The yellow star answered with flame of its own, and Jan was forced to get into the act, and turn on his radiation shields at full capacity. A half-hour later, both coronas subsided to normal, and he cut down his shield capacity once more.
"It's damnably disturbing," said Jan. "If only natural forces are involved, why should one star reply to the other in such deliberate fashion?"
"Perhaps the green star set the other one off, like a neutron from an exploding atom setting off the next atom," Karin suggested.
"Or perhaps there are living creatures on them," Jan muttered.
Karin said, "It's beginning to seem possible. And I'm afraid that if we stay here long enough, we'll find out."

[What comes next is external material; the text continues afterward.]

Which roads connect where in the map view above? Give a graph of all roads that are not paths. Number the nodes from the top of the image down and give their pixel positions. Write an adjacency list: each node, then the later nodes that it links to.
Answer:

"I'm afraid so too," Jan conceded. "We both wanted living companions—but not unknown shapes of fire."
Seventeen hours after the end of the corona explosions, they noticed activity on the yellow star. What took place resembled the formation of sunspots, but the eruptions were like none they had ever seen. As they grew, they darkened, and began to rotate with increasing speed, so that soon the surface of the yellow star was covered with black, whirling specks. The specks drew together, and then shot out abruptly toward the green star.

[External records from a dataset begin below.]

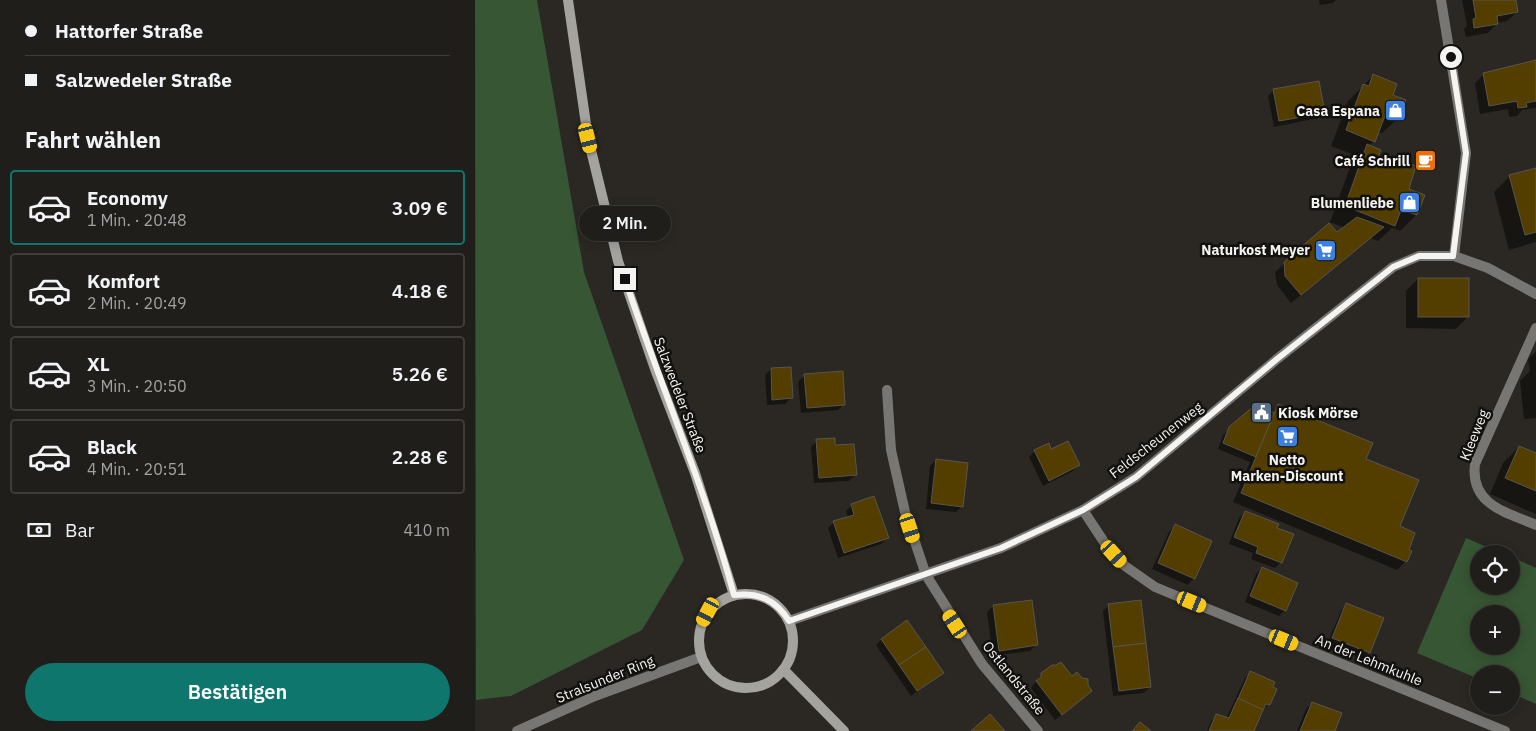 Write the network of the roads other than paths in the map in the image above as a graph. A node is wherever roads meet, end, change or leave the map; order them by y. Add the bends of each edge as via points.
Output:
1 (568, 0) edge
2 (1441, 0) edge
3 (1453, 256) junction
4 (1536, 294) edge
5 (1536, 328) edge
6 (887, 390) dead end
7 (1083, 510) junction
8 (1536, 525) edge
9 (925, 576) junction
10 (734, 595) junction
11 (789, 621) junction
12 (701, 656) junction
13 (784, 670) junction
14 (519, 730) edge
15 (844, 731) edge
16 (1038, 731) edge
17 (1505, 731) edge

1 - 10 street, Salzwedeler Straße via 588,138 618,261 695,473
2 - 3 street via 1466,153
3 - 4 street, Feldscheunenweg via 1489,268
3 - 7 street, Feldscheunenweg via 1419,256 1393,267 1136,477
5 - 8 street, Kleeweg via 1475,464 1473,479 1478,493 1491,505
6 - 9 street, Ostlandstraße via 891,450 905,512
7 - 9 street, Feldscheunenweg via 1001,548
7 - 17 street, An der Lehmkuhle via 1125,566 1155,588
9 - 11 street, Feldscheunenweg
9 - 16 street, Ostlandstraße via 982,664
10 - 11 street via 747,593 772,601
10 - 12 street via 708,612 701,626
11 - 13 street via 793,646
12 - 13 street via 716,677 739,688 756,687 771,681
12 - 14 street, Stralsunder Ring via 595,696
13 - 15 street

Once more Jan acted. As the black objects raced toward him, he sent the ship full speed ahead to get out of their way, and as he did so the now elongated spheres of spinning blackness sailed straight past the ports. They were in the vacuum of space, but even so Jan noted that the ship rocked as if battered by the waves of an ocean.
From the green star came answering black objects, which grew like sinister soap bubbles. The bubbles caught the attacking spheres, and wherever defenders and attackers made contact, a blinding flash of light was followed by a quick burst of high-energy radiation.
"Rule out natural forces," said Jan decisively.